By Joyce Carol Oates

From one of the most highly regarded writers working today, Jack of Spades is an exquisite, psychologically complex thriller about the opposing forces within the mind of one ambitious writer, and the delicate line between genius and madness.

Jack of Spades: A Tale of Suspense
Author: Joyce Carol Oates
Publisher: Mysterious Press
Year: 2015
Pages: 240

Andrew J. Rush has achieved the kind of critical and commercial success most authors only dream about: he has a top agent and publisher in New York, and his twenty-eight mystery novels have sold millions of copies around the world. He also has a loving wife and three grown children and is highly respected as a philanthropist in his small New Jersey town. Only Stephen King, one of the few mystery writers whose fame exceeds his own, is capable of inspiring a twinge of envy in Rush.

But unbeknownst to anyone, even in his own family, Rush is hiding a dark secret. Under the pseudonym “Jack of Spades,” he pens another string of novels—dark potboilers that are violent, lurid, even masochistic. These are novels that the refined, upstanding Andrew Rush wouldn’t be caught reading, let alone writing. When his daughter comes across a Jack of Spades novel he has carelessly left out, she insists on reading it and begins to ask questions. Meanwhile, Rush receives a court summons in the mail explaining that a local woman has accused him of plagiarizing her own self-published fiction. Before long, Rush’s reputation, career, and family life all come under threat—and in his mind he begins to hear the taunting voice of Jack of Spades.

Tunneling into the most fraught corners of an immensely creative mind, Jack of Spades is a startling, fascinating novel by a masterly writer.


""Excerpt

Out of the air, the ax.
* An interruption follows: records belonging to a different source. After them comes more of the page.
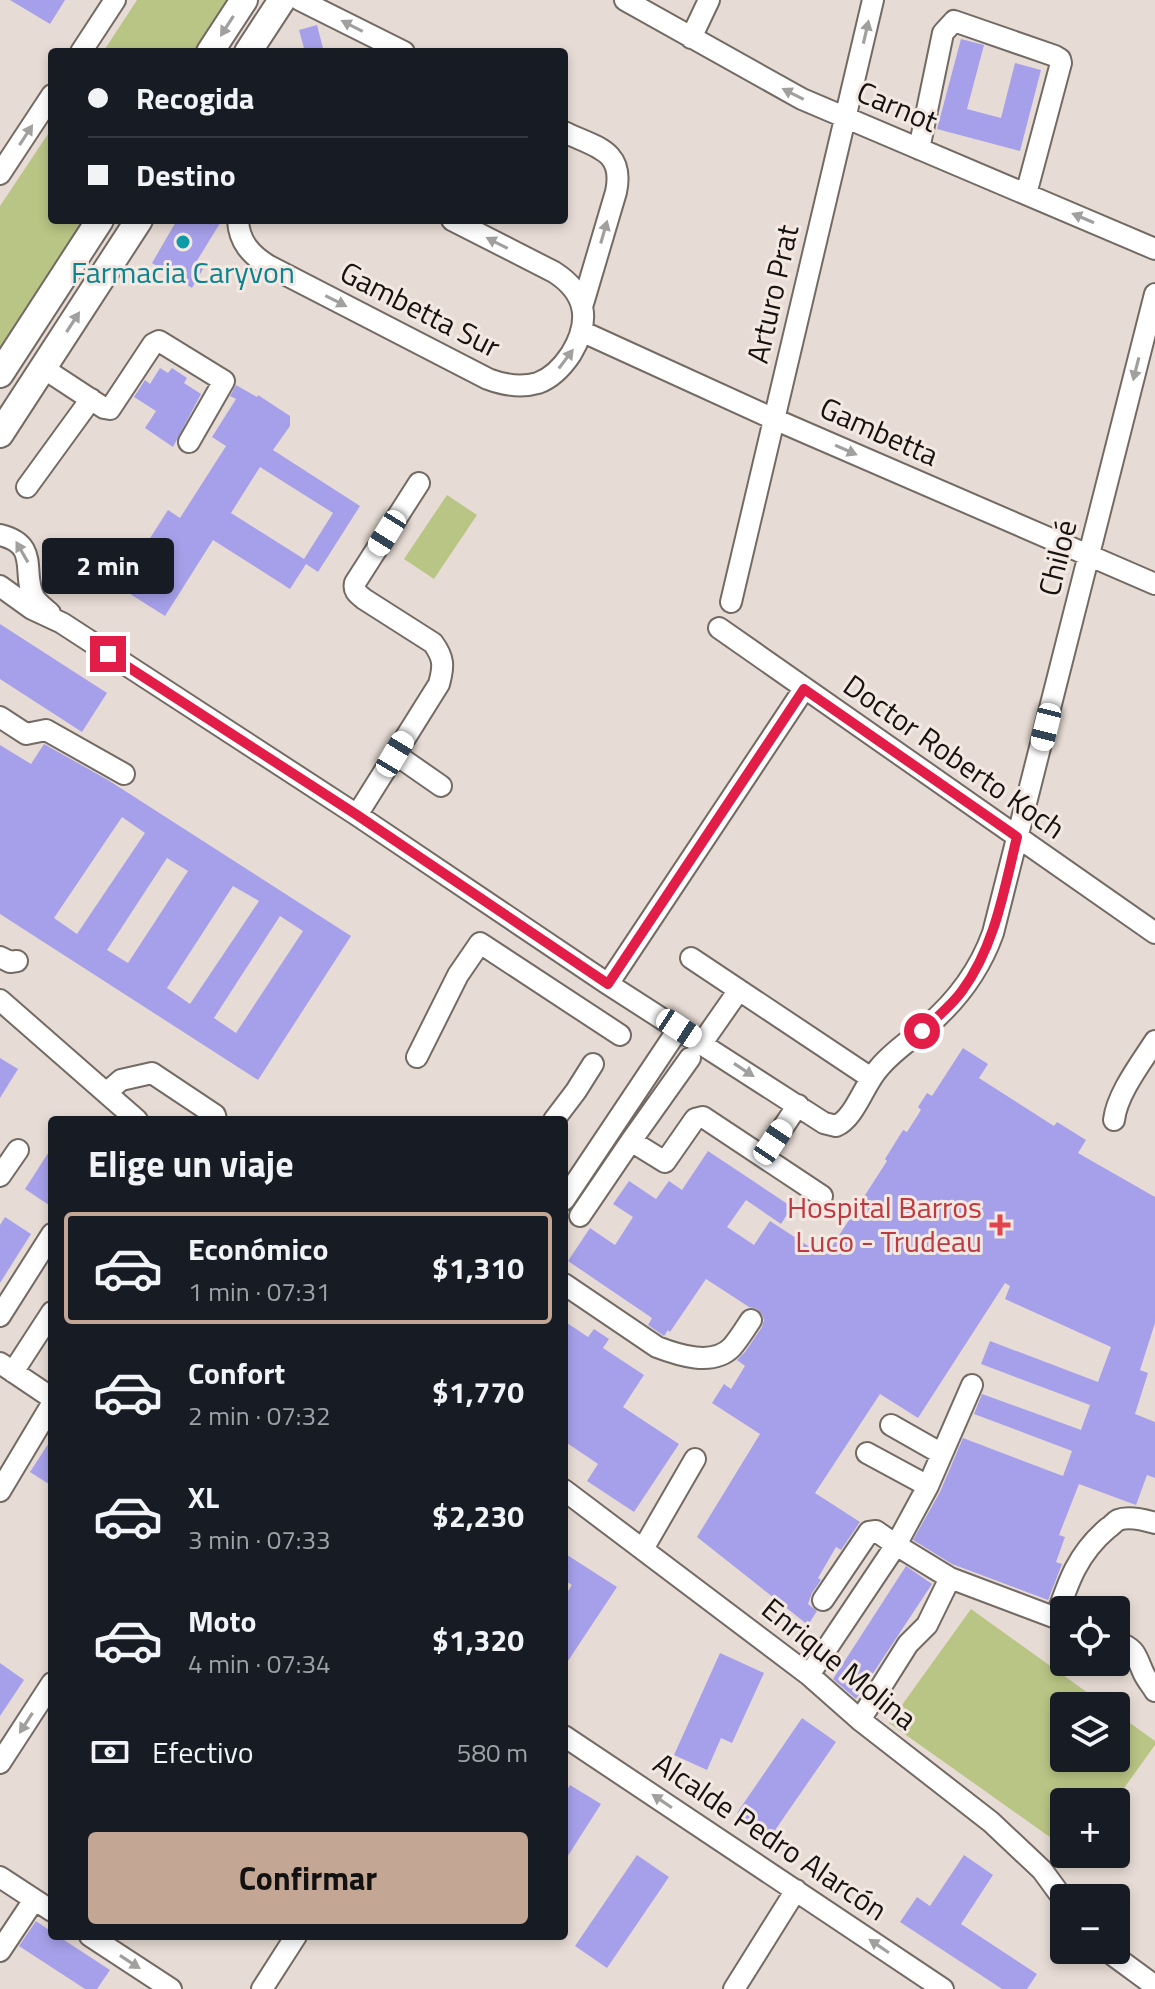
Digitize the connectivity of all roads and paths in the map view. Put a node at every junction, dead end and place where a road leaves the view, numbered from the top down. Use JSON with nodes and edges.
{"nodes":[{"id":1,"x":244,"y":0,"type":"edge"},
{"id":2,"x":282,"y":0,"type":"edge"},
{"id":3,"x":300,"y":0,"type":"edge"},
{"id":4,"x":625,"y":0,"type":"edge"},
{"id":5,"x":709,"y":0,"type":"edge"},
{"id":6,"x":873,"y":0,"type":"edge"},
{"id":7,"x":112,"y":1,"type":"edge"},
{"id":8,"x":691,"y":38,"type":"junction"},
{"id":9,"x":83,"y":48,"type":"edge"},
{"id":10,"x":213,"y":48,"type":"edge"},
{"id":11,"x":251,"y":48,"type":"edge"},
{"id":12,"x":396,"y":48,"type":"edge"},
{"id":13,"x":48,"y":101,"type":"edge"},
{"id":14,"x":845,"y":118,"type":"junction"},
{"id":15,"x":568,"y":134,"type":"edge"},
{"id":16,"x":919,"y":149,"type":"junction"},
{"id":17,"x":1,"y":172,"type":"edge"},
{"id":18,"x":1026,"y":194,"type":"junction"},
{"id":19,"x":97,"y":224,"type":"edge"},
{"id":20,"x":136,"y":224,"type":"edge"},
{"id":21,"x":239,"y":224,"type":"edge"},
{"id":22,"x":460,"y":224,"type":"edge"},
{"id":23,"x":1155,"y":249,"type":"edge"},
{"id":24,"x":1155,"y":294,"type":"edge"},
{"id":25,"x":582,"y":307,"type":"junction"},
{"id":26,"x":581,"y":331,"type":"junction"},
{"id":27,"x":43,"y":368,"type":"junction"},
{"id":28,"x":0,"y":374,"type":"edge"},
{"id":29,"x":91,"y":399,"type":"junction"},
{"id":30,"x":774,"y":419,"type":"junction"},
{"id":31,"x":0,"y":434,"type":"edge"},
{"id":32,"x":189,"y":442,"type":"dead end"},
{"id":33,"x":419,"y":483,"type":"dead end"},
{"id":34,"x":27,"y":487,"type":"dead end"},
{"id":35,"x":0,"y":535,"type":"edge"},
{"id":36,"x":1090,"y":556,"type":"junction"},
{"id":37,"x":1155,"y":584,"type":"edge"},
{"id":38,"x":0,"y":586,"type":"edge"},
{"id":39,"x":731,"y":602,"type":"dead end"},
{"id":40,"x":62,"y":623,"type":"junction"},
{"id":41,"x":719,"y":628,"type":"dead end"},
{"id":42,"x":804,"y":689,"type":"junction"},
{"id":43,"x":0,"y":717,"type":"edge"},
{"id":44,"x":395,"y":754,"type":"junction"},
{"id":45,"x":124,"y":774,"type":"dead end"},
{"id":46,"x":441,"y":786,"type":"dead end"},
{"id":47,"x":357,"y":815,"type":"junction"},
{"id":48,"x":1017,"y":837,"type":"junction"},
{"id":49,"x":1155,"y":933,"type":"edge"},
{"id":50,"x":691,"y":958,"type":"dead end"},
{"id":51,"x":608,"y":984,"type":"junction"},
{"id":52,"x":739,"y":990,"type":"junction"},
{"id":53,"x":0,"y":1000,"type":"edge"},
{"id":54,"x":679,"y":1028,"type":"junction"},
{"id":55,"x":620,"y":1035,"type":"dead end"},
{"id":56,"x":1155,"y":1041,"type":"edge"},
{"id":57,"x":696,"y":1051,"type":"junction"},
{"id":58,"x":417,"y":1057,"type":"dead end"},
{"id":59,"x":593,"y":1064,"type":"dead end"},
{"id":60,"x":871,"y":1078,"type":"junction"},
{"id":61,"x":106,"y":1093,"type":"junction"},
{"id":62,"x":798,"y":1105,"type":"junction"},
{"id":63,"x":132,"y":1116,"type":"edge"},
{"id":64,"x":215,"y":1116,"type":"edge"},
{"id":65,"x":557,"y":1116,"type":"edge"},
{"id":66,"x":1114,"y":1120,"type":"dead end"},
{"id":67,"x":631,"y":1141,"type":"junction"},
{"id":68,"x":18,"y":1150,"type":"dead end"},
{"id":69,"x":763,"y":1157,"type":"junction"},
{"id":70,"x":0,"y":1176,"type":"edge"},
{"id":71,"x":568,"y":1194,"type":"edge"},
{"id":72,"x":822,"y":1196,"type":"dead end"},
{"id":73,"x":580,"y":1216,"type":"dead end"},
{"id":74,"x":48,"y":1240,"type":"edge"},
{"id":75,"x":568,"y":1287,"type":"edge"},
{"id":76,"x":0,"y":1316,"type":"edge"},
{"id":77,"x":48,"y":1317,"type":"edge"},
{"id":78,"x":751,"y":1320,"type":"dead end"},
{"id":79,"x":6,"y":1368,"type":"edge"},
{"id":80,"x":972,"y":1385,"type":"dead end"},
{"id":81,"x":48,"y":1395,"type":"edge"},
{"id":82,"x":48,"y":1411,"type":"edge"},
{"id":83,"x":891,"y":1425,"type":"dead end"},
{"id":84,"x":867,"y":1453,"type":"dead end"},
{"id":85,"x":942,"y":1454,"type":"junction"},
{"id":86,"x":695,"y":1459,"type":"dead end"},
{"id":87,"x":928,"y":1486,"type":"junction"},
{"id":88,"x":0,"y":1491,"type":"edge"},
{"id":89,"x":568,"y":1493,"type":"edge"},
{"id":90,"x":1155,"y":1523,"type":"edge"},
{"id":91,"x":896,"y":1545,"type":"junction"},
{"id":92,"x":643,"y":1549,"type":"junction"},
{"id":93,"x":950,"y":1578,"type":"junction"},
{"id":94,"x":1065,"y":1596,"type":"edge"},
{"id":95,"x":823,"y":1600,"type":"dead end"},
{"id":96,"x":1050,"y":1616,"type":"edge"},
{"id":97,"x":1130,"y":1648,"type":"edge"},
{"id":98,"x":809,"y":1675,"type":"junction"},
{"id":99,"x":48,"y":1689,"type":"edge"},
{"id":100,"x":1155,"y":1691,"type":"edge"},
{"id":101,"x":860,"y":1720,"type":"junction"},
{"id":102,"x":568,"y":1739,"type":"edge"},
{"id":103,"x":0,"y":1763,"type":"edge"},
{"id":104,"x":0,"y":1877,"type":"edge"},
{"id":105,"x":1052,"y":1884,"type":"edge"},
{"id":106,"x":796,"y":1890,"type":"junction"},
{"id":107,"x":34,"y":1900,"type":"junction"},
{"id":108,"x":48,"y":1909,"type":"edge"},
{"id":109,"x":96,"y":1940,"type":"edge"},
{"id":110,"x":293,"y":1940,"type":"edge"},
{"id":111,"x":0,"y":1951,"type":"edge"},
{"id":112,"x":1125,"y":1964,"type":"edge"},
{"id":113,"x":1155,"y":1986,"type":"edge"},
{"id":114,"x":168,"y":1988,"type":"edge"},
{"id":115,"x":262,"y":1989,"type":"edge"},
{"id":116,"x":734,"y":1989,"type":"edge"},
{"id":117,"x":943,"y":1989,"type":"edge"}],
"edges":[{"from":1,"to":10,"type":"main road","one_way":true},
{"from":2,"to":11,"type":"main road"},
{"from":12,"to":3,"type":"street","one_way":true},
{"from":4,"to":8,"type":"street","name":"Carnot"},
{"from":5,"to":8,"type":"street"},
{"from":14,"to":6,"type":"street","name":"Arturo Prat","one_way":true},
{"from":7,"to":9,"type":"street"},
{"from":14,"to":8,"type":"street","name":"Carnot","one_way":true},
{"from":17,"to":13,"type":"street","one_way":true},
{"from":14,"to":16,"type":"street","name":"Carnot"},
{"from":14,"to":30,"type":"street","name":"Arturo Prat"},
{"from":25,"to":15,"type":"street","one_way":true},
{"from":16,"to":18,"type":"street","name":"Carnot"},
{"from":16,"to":18,"type":"street"},
{"from":23,"to":18,"type":"street","name":"Carnot","one_way":true},
{"from":19,"to":28,"type":"main road"},
{"from":27,"to":20,"type":"main road","one_way":true},
{"from":21,"to":26,"type":"street","name":"Gambetta Sur","one_way":true},
{"from":25,"to":22,"type":"street","one_way":true},
{"from":24,"to":36,"type":"street","name":"Chiloé","one_way":true},
{"from":25,"to":26,"type":"street"},
{"from":26,"to":30,"type":"street","name":"Gambetta"},
{"from":27,"to":29,"type":"street"},
{"from":27,"to":31,"type":"main road"},
{"from":29,"to":32,"type":"street"},
{"from":29,"to":34,"type":"street"},
{"from":30,"to":36,"type":"street","name":"Gambetta","one_way":true},
{"from":30,"to":39,"type":"street","name":"Arturo Prat"},
{"from":33,"to":44,"type":"street"},
{"from":40,"to":35,"type":"street","one_way":true},
{"from":36,"to":37,"type":"street","name":"Gambetta"},
{"from":36,"to":48,"type":"street","name":"Chiloé"},
{"from":38,"to":40,"type":"street"},
{"from":40,"to":47,"type":"street"},
{"from":41,"to":42,"type":"street","name":"Doctor Roberto Koch"},
{"from":42,"to":48,"type":"street","name":"Doctor Roberto Koch"},
{"from":42,"to":51,"type":"street"},
{"from":43,"to":45,"type":"street"},
{"from":44,"to":46,"type":"street"},
{"from":44,"to":47,"type":"street"},
{"from":47,"to":51,"type":"street"},
{"from":48,"to":49,"type":"street","name":"Doctor Roberto Koch"},
{"from":48,"to":60,"type":"street","name":"Chiloé"},
{"from":50,"to":52,"type":"street"},
{"from":51,"to":54,"type":"street"},
{"from":52,"to":57,"type":"street"},
{"from":52,"to":60,"type":"street"},
{"from":53,"to":61,"type":"street"},
{"from":54,"to":57,"type":"street"},
{"from":54,"to":71,"type":"street"},
{"from":55,"to":58,"type":"street"},
{"from":56,"to":66,"type":"street"},
{"from":57,"to":62,"type":"street","one_way":true},
{"from":57,"to":67,"type":"street"},
{"from":59,"to":65,"type":"street"},
{"from":60,"to":62,"type":"street","name":"Chiloé"},
{"from":61,"to":63,"type":"street"},
{"from":61,"to":64,"type":"street"},
{"from":62,"to":69,"type":"street"},
{"from":67,"to":69,"type":"street"},
{"from":67,"to":73,"type":"street"},
{"from":68,"to":70,"type":"street"},
{"from":69,"to":72,"type":"street"},
{"from":74,"to":76,"type":"street"},
{"from":75,"to":78,"type":"street"},
{"from":77,"to":79,"type":"street"},
{"from":79,"to":81,"type":"street"},
{"from":80,"to":85,"type":"street"},
{"from":82,"to":88,"type":"street"},
{"from":83,"to":85,"type":"street"},
{"from":84,"to":87,"type":"street"},
{"from":85,"to":87,"type":"street"},
{"from":86,"to":92,"type":"street"},
{"from":87,"to":91,"type":"street"},
{"from":89,"to":92,"type":"street","name":"Enrique Molina"},
{"from":90,"to":94,"type":"street"},
{"from":91,"to":93,"type":"street"},
{"from":91,"to":95,"type":"street"},
{"from":91,"to":98,"type":"street"},
{"from":92,"to":98,"type":"street","name":"Enrique Molina"},
{"from":93,"to":96,"type":"street"},
{"from":93,"to":101,"type":"street"},
{"from":97,"to":100,"type":"street"},
{"from":98,"to":101,"type":"street","name":"Enrique Molina"},
{"from":99,"to":103,"type":"street","one_way":true},
{"from":101,"to":105,"type":"street","name":"Enrique Molina"},
{"from":106,"to":102,"type":"street","name":"Alcalde Pedro Alarcón","one_way":true},
{"from":104,"to":107,"type":"street"},
{"from":106,"to":116,"type":"street"},
{"from":117,"to":106,"type":"street","name":"Alcalde Pedro Alarcón","one_way":true},
{"from":107,"to":108,"type":"street"},
{"from":107,"to":111,"type":"street"},
{"from":109,"to":114,"type":"street","one_way":true},
{"from":110,"to":115,"type":"street"},
{"from":112,"to":113,"type":"street"}]}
Somehow there was an ax and it rose and fell in a wild swath aimed at my head even as I tried to rise from my squatting position and lost my balance desperate to escape as my legs faltered beneath me and there came a hoarse pleading voice—“No! No please! No”—(was this my own choked voice, unrecognizable?)—as the ax-blade crashed and sank into the splintering desk beside my head missing my head by inches; by which time I’d fallen heavily onto the floor, a hard unyielding floor beneath the frayed Oriental carpet. I was scrambling to right myself, grabbing for the ax, desperate to seize the ax, in the blindness of desperation my hands flailing, and the voice (my own? my assailant’s?) high-pitched and hardly human-sounding—“ No! Nooo”—a fleeting glimpse of the assailant’s stubby fingers and dead-white ropey-muscled arms inside the flimsy sleeves of nightwear, and a grunting cry as of triumph and fury commingled; and again the terrible lifting of the ax-head, the dull sheen of the crude ax-blade, and the downward swing of Death once begun unstoppable.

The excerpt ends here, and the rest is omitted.